╭─ DATA LISTING

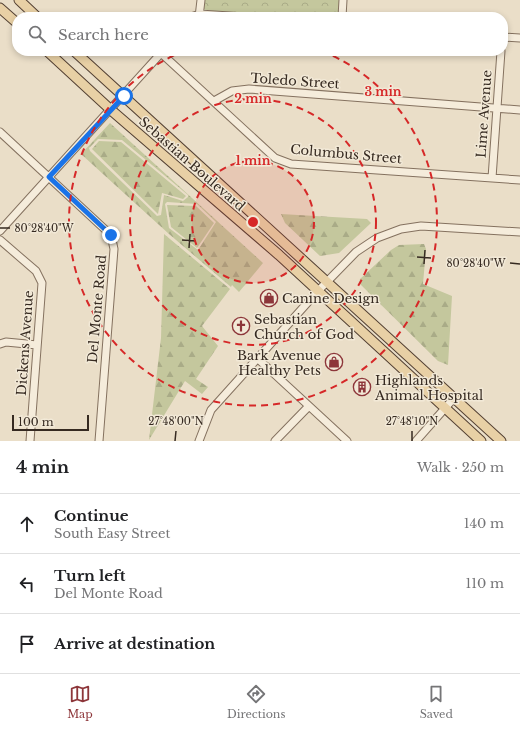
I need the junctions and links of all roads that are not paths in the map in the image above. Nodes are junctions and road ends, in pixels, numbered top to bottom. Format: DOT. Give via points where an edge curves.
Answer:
graph roads {
  1 [pos="19,0"];
  2 [pos="201,0"];
  3 [pos="343,0"];
  4 [pos="0,8"];
  5 [pos="32,12"];
  6 [pos="199,12"];
  7 [pos="342,12"];
  8 [pos="12,19"];
  9 [pos="508,37"];
  10 [pos="520,38"];
  11 [pos="52,56"];
  12 [pos="80,56"];
  13 [pos="159,56"];
  14 [pos="165,56"];
  15 [pos="501,56"];
  16 [pos="124,96"];
  17 [pos="214,101"];
  18 [pos="497,108"];
  19 [pos="111,110"];
  20 [pos="520,110"];
  21 [pos="0,132"];
  22 [pos="49,177"];
  23 [pos="492,178"];
  24 [pos="520,180"];
  25 [pos="0,231"];
  26 [pos="520,232"];
  27 [pos="0,240"];
  28 [pos="327,282"];
  29 [pos="318,291"];
  30 [pos="0,344"];
  31 [pos="37,345"];
  32 [pos="257,358"];
  33 [pos="454,398"];
  34 [pos="309,406"];
  35 [pos="445,408"];
  36 [pos="30,441"];
  37 [pos="99,441"];
  38 [pos="199,441"];
  39 [pos="275,441"];
  40 [pos="347,441"];
  41 [pos="416,441"];
  42 [pos="481,441"];
  43 [pos="501,441"];
  1 -- 5 [label="main road"];
  2 -- 6 [label="street"];
  3 -- 7 [label="street"];
  4 -- 8 [label="main road"];
  9 -- 10 [label="street"];
  11 -- 19 [label="main road, Sebastian Boulevard"];
  12 -- 16 [label="main road, Sebastian Boulevard"];
  13 -- 16 [label="street"];
  14 -- 17 [label="street, Columbus Street"];
  15 -- 18 [label="street, Lime Avenue"];
  16 -- 19 [label="street"];
  16 -- 28 [label="main road, Sebastian Boulevard"];
  17 -- 18 [label="street, Toledo Street" via="232,91 249,89"];
  17 -- 23 [label="street, Columbus Street" via="275,158 291,164"];
  18 -- 20 [label="street, Toledo Street"];
  18 -- 23 [label="street, Lime Avenue"];
  19 -- 22 [label="street"];
  19 -- 29 [label="main road, Sebastian Boulevard"];
  21 -- 22 [label="street, Del Monte Road"];
  22 -- 25 [label="street"];
  22 -- 37 [label="street, Del Monte Road" via="111,235 114,249"];
  23 -- 24 [label="street, Columbus Street"];
  26 -- 28 [label="street" via="421,226 402,229 377,238 356,252"];
  27 -- 31 [label="street, Dickens Avenue" via="36,270 42,283"];
  28 -- 29 [label="street"];
  28 -- 33 [label="main road, Sebastian Boulevard"];
  29 -- 32 [label="street"];
  29 -- 35 [label="main road, Sebastian Boulevard"];
  30 -- 31 [label="street" via="6,342"];
  31 -- 36 [label="street, Dickens Avenue"];
  32 -- 34 [label="street"];
  32 -- 38 [label="street" via="210,410"];
  33 -- 35 [label="street"];
  33 -- 43 [label="main road, Sebastian Boulevard"];
  34 -- 39 [label="street"];
  34 -- 40 [label="street"];
  35 -- 41 [label="street"];
  35 -- 42 [label="main road, Sebastian Boulevard"];
}
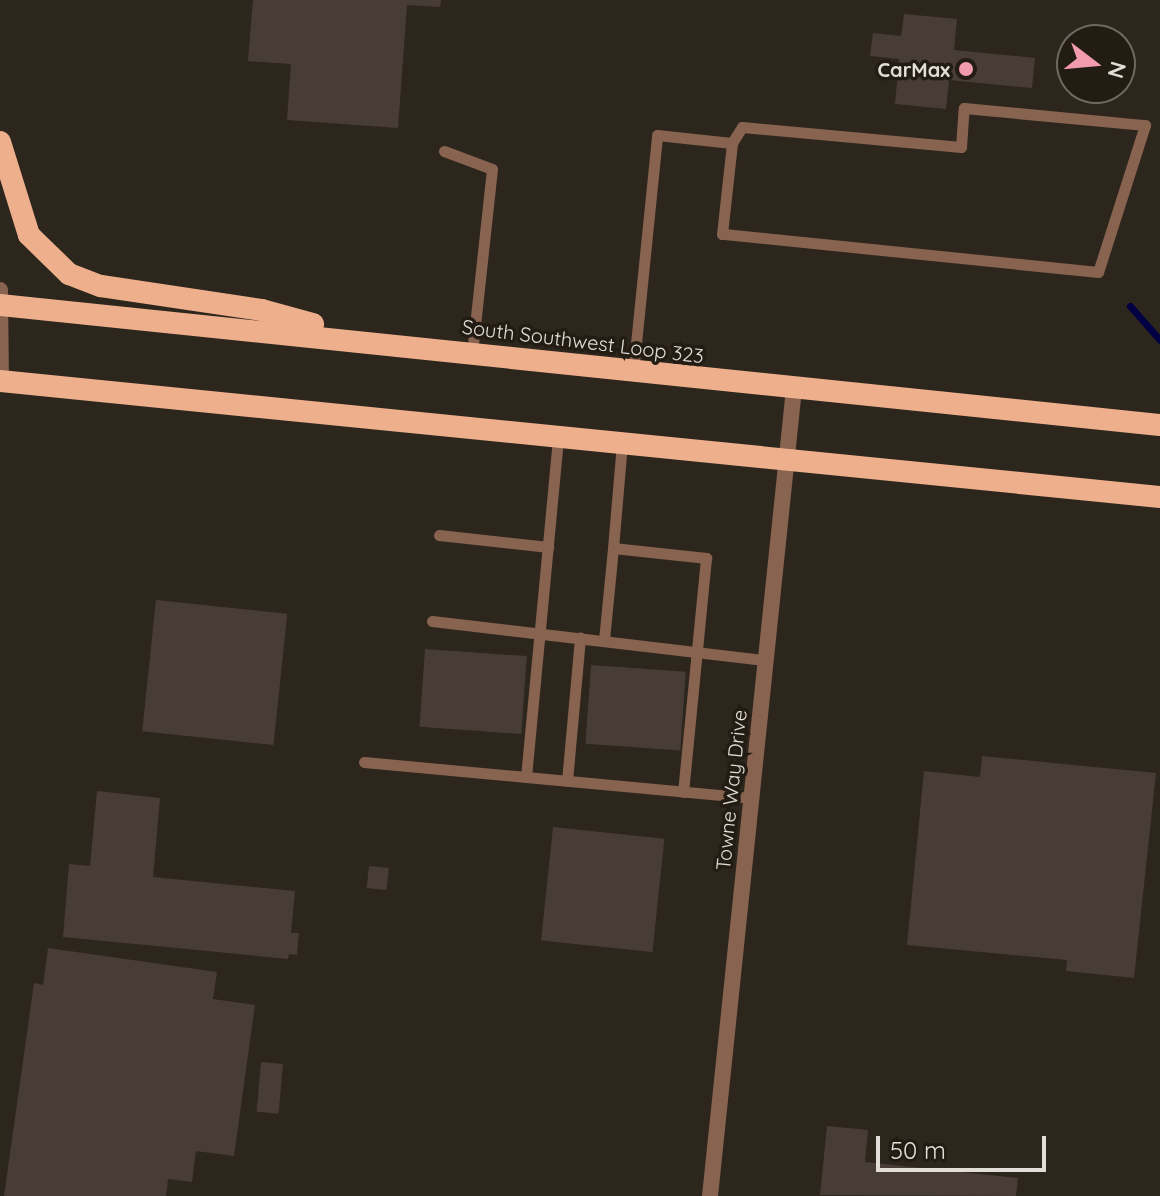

╰─

● **PROBLEM DETAILS**: Quote all the lines above exactly as given. Do not include the pictures.

● **YOUR RESPONSE**:
I need the junctions and links of all roads that are not paths in the map in the image above. Nodes are junctions and road ends, in pixels, numbered top to bottom. Format: DOT. Give via points where an edge curves.
Answer:
graph roads {
  1 [pos="19,0"];
  2 [pos="201,0"];
  3 [pos="343,0"];
  4 [pos="0,8"];
  5 [pos="32,12"];
  6 [pos="199,12"];
  7 [pos="342,12"];
  8 [pos="12,19"];
  9 [pos="508,37"];
  10 [pos="520,38"];
  11 [pos="52,56"];
  12 [pos="80,56"];
  13 [pos="159,56"];
  14 [pos="165,56"];
  15 [pos="501,56"];
  16 [pos="124,96"];
  17 [pos="214,101"];
  18 [pos="497,108"];
  19 [pos="111,110"];
  20 [pos="520,110"];
  21 [pos="0,132"];
  22 [pos="49,177"];
  23 [pos="492,178"];
  24 [pos="520,180"];
  25 [pos="0,231"];
  26 [pos="520,232"];
  27 [pos="0,240"];
  28 [pos="327,282"];
  29 [pos="318,291"];
  30 [pos="0,344"];
  31 [pos="37,345"];
  32 [pos="257,358"];
  33 [pos="454,398"];
  34 [pos="309,406"];
  35 [pos="445,408"];
  36 [pos="30,441"];
  37 [pos="99,441"];
  38 [pos="199,441"];
  39 [pos="275,441"];
  40 [pos="347,441"];
  41 [pos="416,441"];
  42 [pos="481,441"];
  43 [pos="501,441"];
  1 -- 5 [label="main road"];
  2 -- 6 [label="street"];
  3 -- 7 [label="street"];
  4 -- 8 [label="main road"];
  9 -- 10 [label="street"];
  11 -- 19 [label="main road, Sebastian Boulevard"];
  12 -- 16 [label="main road, Sebastian Boulevard"];
  13 -- 16 [label="street"];
  14 -- 17 [label="street, Columbus Street"];
  15 -- 18 [label="street, Lime Avenue"];
  16 -- 19 [label="street"];
  16 -- 28 [label="main road, Sebastian Boulevard"];
  17 -- 18 [label="street, Toledo Street" via="232,91 249,89"];
  17 -- 23 [label="street, Columbus Street" via="275,158 291,164"];
  18 -- 20 [label="street, Toledo Street"];
  18 -- 23 [label="street, Lime Avenue"];
  19 -- 22 [label="street"];
  19 -- 29 [label="main road, Sebastian Boulevard"];
  21 -- 22 [label="street, Del Monte Road"];
  22 -- 25 [label="street"];
  22 -- 37 [label="street, Del Monte Road" via="111,235 114,249"];
  23 -- 24 [label="street, Columbus Street"];
  26 -- 28 [label="street" via="421,226 402,229 377,238 356,252"];
  27 -- 31 [label="street, Dickens Avenue" via="36,270 42,283"];
  28 -- 29 [label="street"];
  28 -- 33 [label="main road, Sebastian Boulevard"];
  29 -- 32 [label="street"];
  29 -- 35 [label="main road, Sebastian Boulevard"];
  30 -- 31 [label="street" via="6,342"];
  31 -- 36 [label="street, Dickens Avenue"];
  32 -- 34 [label="street"];
  32 -- 38 [label="street" via="210,410"];
  33 -- 35 [label="street"];
  33 -- 43 [label="main road, Sebastian Boulevard"];
  34 -- 39 [label="street"];
  34 -- 40 [label="street"];
  35 -- 41 [label="street"];
  35 -- 42 [label="main road, Sebastian Boulevard"];
}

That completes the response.